During 2019 Assembly and Lok Sabha elections YSR congress party won with a landslide victory in both elections. TDP was in opposition in the state assembly. JanaSena getting third highest percentage of votes and both BJP and Congress became small parties in Andhra Pradesh.

During 2024 Assembly and Lok Sabha elections (total 175) TDP won (135) with a landslide historic victory in both elections. Currently there is no actual opposition in the state assembly since the opposition YSRCP did not secure enough seats (required 18, won 11). JanaSena getting second highest no. of seats (21) and BJP (8) in Andhra Pradesh.

==Election Commission==
Elections in Andhra Pradesh are conducted by the Election Commission of India whose state level head is the Chief Election Commissioner of Andhra Pradesh, the authority created under the Constitution. It is a well established convention that once the election process commences, no courts intervene until the results are declared by the election commission. During the elections, vast powers are assigned to the election commission to the extent that it can function as a civil court, if needed.

==Electoral process==

The latest election in Andhra Pradesh were conducted in two phases. All citizens of India above 18 years of age are eligible to enrol as voters in the electoral rolls. It is the responsibility of the eligible voters to enrol. Normally, voter registrations are allowed at latest one week prior to the last date for nomination of candidates.

===Pre elections===
The Election Commission's Model Code of Conduct enters into force as soon as the notification for polls is issued. This places restrictions on the campaigning by political parties as well as prohibits certain government actions that would unduly influence the election.

===Voting day===
The electoral process is the same as in the rest of India with Electronic Voting Machines being used for all Lok Sabha and State Assembly elections.

===Post elections===
After the election day, the EVMs are stood stored in a strong room under heavy security. After the different phases of the elections are complete, a day is set to count the votes. The votes are tallied and typically, the verdict is known within hours. The candidate who has mustered the most votes is declared the winner of the constituency.

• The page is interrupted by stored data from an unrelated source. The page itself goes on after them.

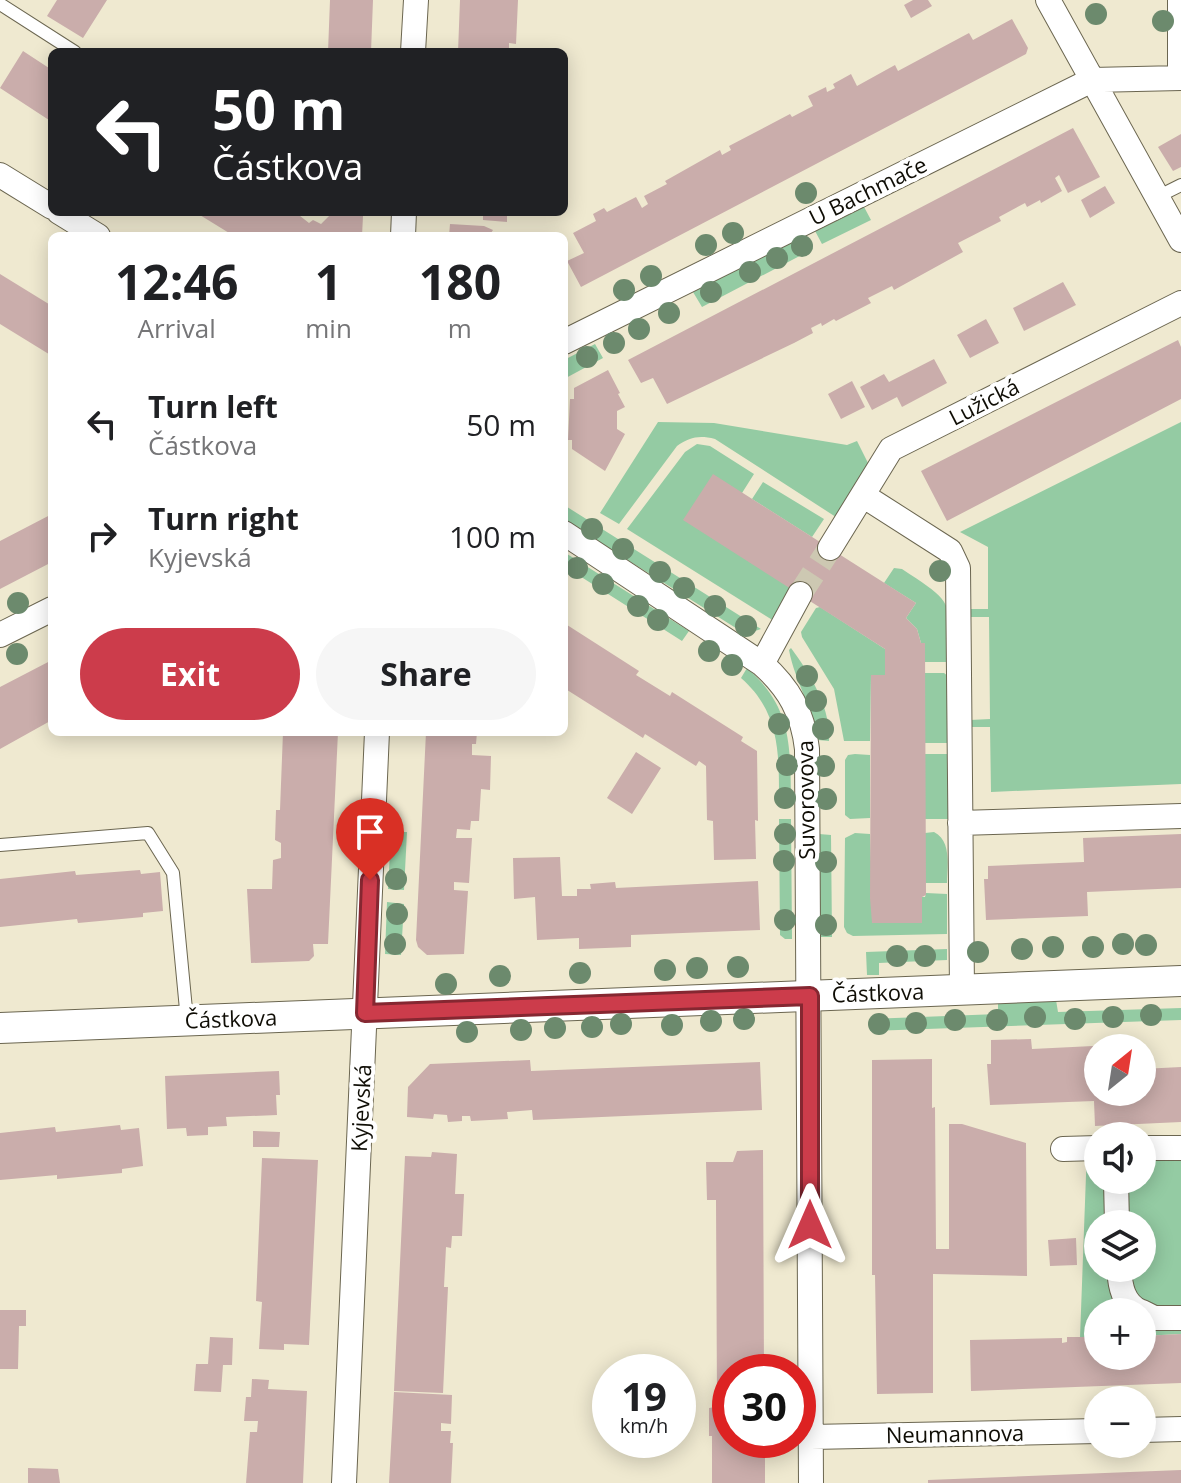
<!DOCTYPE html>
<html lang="en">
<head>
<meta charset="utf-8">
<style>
  :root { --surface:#fff; --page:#f6f6f6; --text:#202124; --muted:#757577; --accent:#cc3c4b }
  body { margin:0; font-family:"Open Sans",sans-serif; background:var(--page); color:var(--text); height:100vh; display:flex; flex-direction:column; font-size:30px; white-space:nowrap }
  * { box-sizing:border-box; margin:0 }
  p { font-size:26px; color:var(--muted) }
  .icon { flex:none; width:44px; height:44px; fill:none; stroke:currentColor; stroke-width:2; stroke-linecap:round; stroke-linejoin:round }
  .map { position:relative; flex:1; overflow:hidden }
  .drawer { position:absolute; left:48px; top:232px; width:520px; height:504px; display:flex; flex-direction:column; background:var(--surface); border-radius:12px; box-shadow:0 4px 20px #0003 }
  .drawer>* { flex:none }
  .hud { position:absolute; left:48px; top:48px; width:520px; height:168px; border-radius:12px; box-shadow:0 4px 20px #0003; background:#202124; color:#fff; overflow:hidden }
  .needle { width:52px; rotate:30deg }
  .controls { position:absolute; left:1084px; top:1034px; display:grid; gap:16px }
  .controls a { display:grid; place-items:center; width:72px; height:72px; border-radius:50%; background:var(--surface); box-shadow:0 4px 20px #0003; font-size:40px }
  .speed { position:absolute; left:592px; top:1354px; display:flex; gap:16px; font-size:40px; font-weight:700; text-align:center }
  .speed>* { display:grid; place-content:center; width:104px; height:104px; border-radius:50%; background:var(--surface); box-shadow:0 4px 20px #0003; line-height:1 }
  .speed small { font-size:20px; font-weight:400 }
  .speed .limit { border:12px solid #d22; background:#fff; color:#111 }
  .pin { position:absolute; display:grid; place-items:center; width:68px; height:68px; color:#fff; margin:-82px -34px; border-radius:50% 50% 50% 0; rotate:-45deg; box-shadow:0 0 8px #0007 }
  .pin .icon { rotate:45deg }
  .me { position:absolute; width:88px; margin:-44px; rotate:0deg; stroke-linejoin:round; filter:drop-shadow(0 0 6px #0008) }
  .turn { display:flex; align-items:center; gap:28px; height:168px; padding:0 32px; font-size:36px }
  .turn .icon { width:104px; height:104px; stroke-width:2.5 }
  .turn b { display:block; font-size:56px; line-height:68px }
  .eta { display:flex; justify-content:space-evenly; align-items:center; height:136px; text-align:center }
  .eta b { font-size:48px; font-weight:700; line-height:56px }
  .cta { display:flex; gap:16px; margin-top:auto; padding:16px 32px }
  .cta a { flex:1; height:92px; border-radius:48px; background:var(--accent); color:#fff; font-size:32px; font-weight:700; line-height:92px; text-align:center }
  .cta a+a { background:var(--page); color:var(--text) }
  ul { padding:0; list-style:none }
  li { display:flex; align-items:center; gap:24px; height:112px; padding:0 32px }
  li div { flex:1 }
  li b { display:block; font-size:30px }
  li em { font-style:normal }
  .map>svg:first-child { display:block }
</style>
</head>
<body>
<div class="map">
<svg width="1181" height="1483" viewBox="0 0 1181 1483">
  <rect width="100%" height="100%" fill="#efe9d0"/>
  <!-- green -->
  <path fill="#94cba3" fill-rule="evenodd" d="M863,205L871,220L822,244L814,229Z
    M805,233L813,249L702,307L693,292Z
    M595,344L603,358L564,379V360Z
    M658,422L714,423L847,445L857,441L871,469L839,519L715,439C699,435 690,437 677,446L619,524L600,513Z
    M1181,422V784L991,792L990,727H970V720L990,719L989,617H969V609H988V547L960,532Z
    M697,444L710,446L754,474L742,493L793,589L774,621L627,529L685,452Z
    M763,482L824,519L812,537L752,499Z
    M564,505L761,629L749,633L739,630L564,520Z
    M564,552L689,631L682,641L564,566Z
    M894,568L902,569C955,604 950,599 949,662H925V643H921L917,629L906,618L916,603L884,583Z
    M820,607L885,649V675H871L870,741H844L834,689L802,637L801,632L816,608Z
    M791,648C810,674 831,707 829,741L818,740C813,708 795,682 789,650Z
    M747,668C793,708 790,747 791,802L779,801C779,753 780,712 741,678Z
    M925,673H944L948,676V743H925Z
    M855,754L870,755V818L850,819L845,815V760L848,755Z
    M925,754H950L951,819H925Z
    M779,819H791L792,939H785L780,935Z
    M391,832H407L404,890L388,889Z
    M934,832C952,841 947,866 947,883H925V833Z
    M855,833L870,834L873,923H922V897H925L926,893L947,894V934L853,936L847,933L844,927L845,838Z
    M819,834L831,835L832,937H820Z
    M387,902L404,904L401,955L385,954Z
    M947,949V960L879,963V975H867L866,952Z
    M1056,1000L1058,1012L1181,1008V1020L870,1031L869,1019L998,1014V1002Z
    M1087,1148H1098V1180H1142V1148H1181V1334L1142,1336V1312H1098V1337L1080,1338ZM1098,1224H1142V1268H1098Z"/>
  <!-- building -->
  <path fill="#caadab" d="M57,0H107L83,38L47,16Z
    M330,0H373L371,52H328Z
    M460,0H518L516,44L509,43V52H458Z
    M913,0H928L932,6L911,18L904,5Z
    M1012,19L1028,48L1026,54L581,287L567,261L584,253L573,233L596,221L593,214L604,208L607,212L636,197L642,208L648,204L644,196L667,184L665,181L720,150L722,155L731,150L729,146L790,114L792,117L813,106L808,96L826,87L827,92L835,88L833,84L851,74L857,86L895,65L898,71L969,33L973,40Z
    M23,51L52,70V122L0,88Z
    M1073,128L1100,177L1068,193L1059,175L1055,178L1062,191L1041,203L1040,200L1027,207L1025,203L999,217L1001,221L958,243L963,252L894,290L892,286L868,298L871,303L836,321L834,319L822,326L821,323L811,328L813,333L794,343L667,404L653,378L641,383L628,360Z
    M1181,134V167L1173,171L1158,147Z
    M1105,186L1115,203L1090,218L1081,200Z
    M195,212H295L309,223L313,220L321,224L330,215L363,216L362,236H234Z
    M483,212H507V222L483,220Z
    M450,224L484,226L493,230L489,236H449Z
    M0,274L52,306V356L0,324Z
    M1063,282L1076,305L1024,331L1013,308Z
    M986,319L999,343L970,358L957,335Z
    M1178,340L1181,347V399L947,521L921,471Z
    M934,359L947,383L902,407L897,397L872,410L860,387L884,374L889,382Z
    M608,370L620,393L618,394L625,407L617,411V429L625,434L605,471L572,449V440H568L570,399H574V388Z
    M852,381L865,407L841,419L828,394Z
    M713,474L916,603L906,618L917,629L921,643H925L926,895L922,897V923H872L870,898L871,675H885V649L683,520Z
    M52,514V562L0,589V541Z
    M564,623L639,671L636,675L670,696L672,692L743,737L741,741L757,751L758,821L755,820L756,859L714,860L713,821L707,820L706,766L699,761L696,766L645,734L643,738L564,688Z
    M52,660V720L0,749V687Z
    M283,732H338L328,944H313L314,956L309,961L251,963L247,889H272L273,860L281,858V843L275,840L276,810H280Z
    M426,732H477L476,744H472V755L491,756L490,790L481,789L479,821H471L470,830L457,829L456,838H472L469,883L454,882V890L468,891L464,954L427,955L418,947L416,940Z
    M636,752L661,768L632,814L607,798Z
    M1181,834V888L1087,892L1088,916L986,920L984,879H988V866L1084,862L1083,838Z
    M560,857L562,896H577V889H591L590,884L615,882L616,888L758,881L760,930L631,935V947L579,949V938L537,940L535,897L514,899L513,858Z
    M140,870L141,874L160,872L163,911L143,913V917L78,923L77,919L0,927V879L75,871L76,875Z
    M1031,1039L1032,1049L1093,1046L1095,1071H1098V1092H1142V1069L1181,1067V1122L1095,1126L1094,1101L990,1105L987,1064H991V1040Z
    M932,1059V1108L935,1107L936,1249H949V1124H962L1026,1143L1027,1276L933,1274V1393L877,1394L875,1275H872V1060Z
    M530,1060L531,1071L760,1062L762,1110L533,1120L532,1110L507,1112L508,1119L471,1121L470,1116H462V1121L448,1122L447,1115L434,1114L433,1119L407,1117L408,1087L430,1064Z
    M279,1071L280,1095H276L277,1115L226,1117L227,1126L208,1127V1135L187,1136L186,1128L167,1129L165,1076Z
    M120,1125L121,1130L139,1128L143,1166L122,1169V1173L57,1179V1175L0,1180V1133L55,1127L56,1132Z
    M253,1131L280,1132L279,1147H253Z
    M763,1150L764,1372H730V1440H765V1483H712V1436H709V1408L715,1407L717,1401L716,1200H707L706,1162H733L737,1151Z
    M432,1152L457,1154L455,1194H464L462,1236H452L451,1248L446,1247L444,1287H448L443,1393L394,1391L405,1156L431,1157Z
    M262,1158L318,1160L309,1345L284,1344V1350L259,1349L262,1302L256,1301Z
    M1076,1238L1077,1265L1050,1266L1048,1240Z
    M0,1310H26V1326H19L18,1369H0Z
    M1181,1334V1383L971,1391L970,1340L1062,1338V1343L1067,1342V1337H1098V1356H1142V1336Z
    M210,1337L233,1338L232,1365H223L221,1392L194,1391L196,1364H208Z
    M252,1379L269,1380L268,1389L307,1391L303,1483H246L250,1432H257L258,1421H244L246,1397H251Z
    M394,1392L452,1395L451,1424L441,1423V1431H451L450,1443H453L451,1483H389Z
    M28,1468L58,1469L60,1483H28Z
    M1181,1470V1483H928V1480Z"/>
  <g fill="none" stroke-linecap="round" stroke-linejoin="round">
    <!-- minor-tunnel -->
    <path stroke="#cdc8b2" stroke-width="24" stroke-dasharray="24 12" stroke-linecap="butt" d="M800,594L830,548"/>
    <defs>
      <path id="service" d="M0,4L75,52
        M1157,197L1181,185
        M0,845L148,833L173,873L187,1020"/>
      <path id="minor" d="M1048,0L1181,240
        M413,52L416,0
        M1180,78V0
        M0,175L52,207
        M59,212L98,236
        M403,236L404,212
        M564,342L1092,80L1181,78
        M864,496L950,551L958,568L962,990
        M564,533L762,664C789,688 803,713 807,749L811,1483
        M830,548L891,449L1181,303
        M0,635L52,609
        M762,664L800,594
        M960,823L1181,816
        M1142,1148H1181
        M1063,1149L1098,1148
        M1116,1180L1117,1224
        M1119,1268C1120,1286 1123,1304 1141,1312
        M1142,1312L1154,1318H1181
        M1142,1430L1181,1429
        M811,1437L1098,1431
        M344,1483L377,732"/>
      <path id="tertiary" d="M0,1028L1181,981"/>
    </defs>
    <!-- service casing -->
    <use href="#service" stroke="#6b6650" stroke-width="14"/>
    <!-- minor casing -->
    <use href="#minor" stroke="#6b6650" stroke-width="26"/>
    <!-- tertiary casing -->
    <use href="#tertiary" stroke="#6b6650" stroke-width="32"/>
    <!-- service -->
    <use href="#service" stroke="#fff" stroke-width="12"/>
    <!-- minor -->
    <use href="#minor" stroke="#fff" stroke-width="24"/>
    <!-- tertiary -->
    <use href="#tertiary" stroke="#fff" stroke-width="30"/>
  </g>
  <!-- trees -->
  <g fill="#6c8a6d">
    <circle cx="1096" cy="14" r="11"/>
    <circle cx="1163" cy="21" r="11"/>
    <circle cx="806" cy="193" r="11"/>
    <circle cx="733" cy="233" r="11"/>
    <circle cx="706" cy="245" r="11"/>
    <circle cx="802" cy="246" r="11"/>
    <circle cx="777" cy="258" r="11"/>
    <circle cx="750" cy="272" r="11"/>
    <circle cx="651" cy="276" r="11"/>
    <circle cx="624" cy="290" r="11"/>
    <circle cx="711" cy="292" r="11"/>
    <circle cx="669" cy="313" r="11"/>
    <circle cx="639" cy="329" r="11"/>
    <circle cx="614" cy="343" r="11"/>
    <circle cx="587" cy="357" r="11"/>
    <circle cx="592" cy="529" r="11"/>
    <circle cx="623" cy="549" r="11"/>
    <circle cx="577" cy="568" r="11"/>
    <circle cx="940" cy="571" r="11"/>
    <circle cx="660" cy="572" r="11"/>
    <circle cx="603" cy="584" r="11"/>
    <circle cx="684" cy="588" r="11"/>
    <circle cx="18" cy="603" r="11"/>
    <circle cx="638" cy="606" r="11"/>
    <circle cx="715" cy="606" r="11"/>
    <circle cx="658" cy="620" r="11"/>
    <circle cx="746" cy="626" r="11"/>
    <circle cx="709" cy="651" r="11"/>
    <circle cx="17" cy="654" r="11"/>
    <circle cx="732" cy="665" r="11"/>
    <circle cx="807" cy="676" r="11"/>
    <circle cx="816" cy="701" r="11"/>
    <circle cx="779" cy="724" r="11"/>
    <circle cx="823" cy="729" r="11"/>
    <circle cx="787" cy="765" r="11"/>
    <circle cx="824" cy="766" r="11"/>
    <circle cx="785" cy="798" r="11"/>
    <circle cx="826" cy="799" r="11"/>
    <circle cx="785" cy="834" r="11"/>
    <circle cx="784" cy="861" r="11"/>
    <circle cx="826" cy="862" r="11"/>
    <circle cx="396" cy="879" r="11"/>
    <circle cx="397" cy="914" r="11"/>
    <circle cx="785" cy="920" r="11"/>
    <circle cx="826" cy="925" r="11"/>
    <circle cx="395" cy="944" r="11"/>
    <circle cx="1123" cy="944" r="11"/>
    <circle cx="1146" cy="945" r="11"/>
    <circle cx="1053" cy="947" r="11"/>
    <circle cx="1093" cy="947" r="11"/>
    <circle cx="1022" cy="949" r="11"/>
    <circle cx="978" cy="952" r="11"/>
    <circle cx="897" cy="956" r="11"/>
    <circle cx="925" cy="956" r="11"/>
    <circle cx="738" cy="967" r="11"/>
    <circle cx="697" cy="968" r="11"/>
    <circle cx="665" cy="970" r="11"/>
    <circle cx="580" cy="973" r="11"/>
    <circle cx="500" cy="976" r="11"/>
    <circle cx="446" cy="984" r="11"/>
    <circle cx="1151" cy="1015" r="11"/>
    <circle cx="1035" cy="1017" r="11"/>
    <circle cx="1113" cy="1017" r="11"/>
    <circle cx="744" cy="1019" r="11"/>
    <circle cx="1075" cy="1019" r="11"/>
    <circle cx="955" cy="1020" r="11"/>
    <circle cx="997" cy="1020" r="11"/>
    <circle cx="711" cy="1021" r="11"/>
    <circle cx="916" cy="1023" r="11"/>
    <circle cx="621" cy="1024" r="11"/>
    <circle cx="879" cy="1024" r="11"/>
    <circle cx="672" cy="1025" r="11"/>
    <circle cx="592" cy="1027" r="11"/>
    <circle cx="555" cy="1028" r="11"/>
    <circle cx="521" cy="1030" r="11"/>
    <circle cx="467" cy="1032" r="11"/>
  </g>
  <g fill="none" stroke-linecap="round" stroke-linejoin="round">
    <defs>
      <path id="route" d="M370,880L365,1013L810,996V1225"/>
    </defs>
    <!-- route casing -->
    <use href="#route" stroke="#852731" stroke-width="20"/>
    <!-- route -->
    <use href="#route" stroke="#cc3c4b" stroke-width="14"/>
  </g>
  <g text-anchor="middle" stroke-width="8" stroke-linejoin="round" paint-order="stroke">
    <!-- street labels -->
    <g font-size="22" fill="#0f0d05" stroke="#fff">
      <text transform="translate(868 191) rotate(-26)" y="8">U Bachmače</text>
      <text transform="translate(984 402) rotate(-27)" y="8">Lužická</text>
      <text transform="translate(806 800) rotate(-91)" y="8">Suvorovova</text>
      <text transform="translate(878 993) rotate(-2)" y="8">Částkova</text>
      <text transform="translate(231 1019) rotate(-2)" y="8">Částkova</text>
      <text transform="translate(361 1108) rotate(-87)" y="8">Kyjevská</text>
      <text transform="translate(955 1434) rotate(-1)" y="8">Neumannova</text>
    </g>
  </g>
</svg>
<div class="controls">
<a><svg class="needle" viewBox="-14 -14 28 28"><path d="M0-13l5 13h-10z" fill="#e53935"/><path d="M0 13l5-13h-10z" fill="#757577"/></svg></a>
<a><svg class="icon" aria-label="sound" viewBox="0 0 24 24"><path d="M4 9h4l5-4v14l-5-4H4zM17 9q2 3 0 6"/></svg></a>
<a><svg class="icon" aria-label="layers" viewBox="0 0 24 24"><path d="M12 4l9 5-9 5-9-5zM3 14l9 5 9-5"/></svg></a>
<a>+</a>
<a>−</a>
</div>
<div class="speed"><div>19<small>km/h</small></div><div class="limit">30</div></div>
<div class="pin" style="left:370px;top:880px;background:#d93025"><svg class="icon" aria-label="arrive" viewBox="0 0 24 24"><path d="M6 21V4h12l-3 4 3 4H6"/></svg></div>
<svg class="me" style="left:810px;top:1225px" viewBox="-20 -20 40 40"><path d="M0-17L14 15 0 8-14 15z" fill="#cc3c4b" stroke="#fff" stroke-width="4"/></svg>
<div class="hud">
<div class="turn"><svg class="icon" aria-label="left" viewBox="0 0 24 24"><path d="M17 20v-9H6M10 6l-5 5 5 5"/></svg><div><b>50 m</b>Částkova</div></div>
</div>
<section class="drawer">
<div class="eta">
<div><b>12:46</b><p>Arrival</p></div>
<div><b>1</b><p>min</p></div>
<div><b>180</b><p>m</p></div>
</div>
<ul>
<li><svg class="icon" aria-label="left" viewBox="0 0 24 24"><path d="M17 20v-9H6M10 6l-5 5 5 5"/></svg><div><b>Turn left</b><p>Částkova</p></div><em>50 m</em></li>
<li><svg class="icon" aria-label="right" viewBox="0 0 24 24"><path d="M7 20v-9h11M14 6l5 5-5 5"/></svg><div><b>Turn right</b><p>Kyjevská</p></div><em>100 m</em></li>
</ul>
<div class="cta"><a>Exit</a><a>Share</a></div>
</section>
</div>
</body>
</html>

The party or coalition that has won the most seats is invited by the Governor to form the new government. The coalition or party must prove its majority in the floor of the house (Legislative Assembly) in a vote of confidence by obtaining a simple majority (minimum 50%) of the votes in the House.

==Absentee voting==
As of now, India does not have an absentee ballot system. Section 19 of The Representation of the People Act (RPA)-1950 allows people to register to vote who are above 18 years of age and an 'ordinary resident' of the residing constituency i.e. living at the current address for 6 months or longer. Section 20 of the above Act disqualifies non-resident Indians (NRI) from getting their name registered in the electoral rolls. Consequently, it also prevents an NRI from casting a vote in elections to the Parliament and to the State Legislatures.

The Representation of the People (Amendment) 2006 Bill was introduced in the Parliament by Shri Hanraj Bharadwaj, Minister of Law and Justice during February 2006 with an objective to amend Section 20 of the RPA-1950 to enable NRIs to vote. Despite the report submitted by the Parliamentary Standing Committee two years ago, the Government has so far failed to act on the recommendations. The Bill was reintroduced in the 2008 budget session of the Parliament to the Lok Sabha. But no action taken once again.

Several civic society organisations have urged the government to amend the RPA act to allow NRI's and people on the move to cast their vote through absentee ballot system.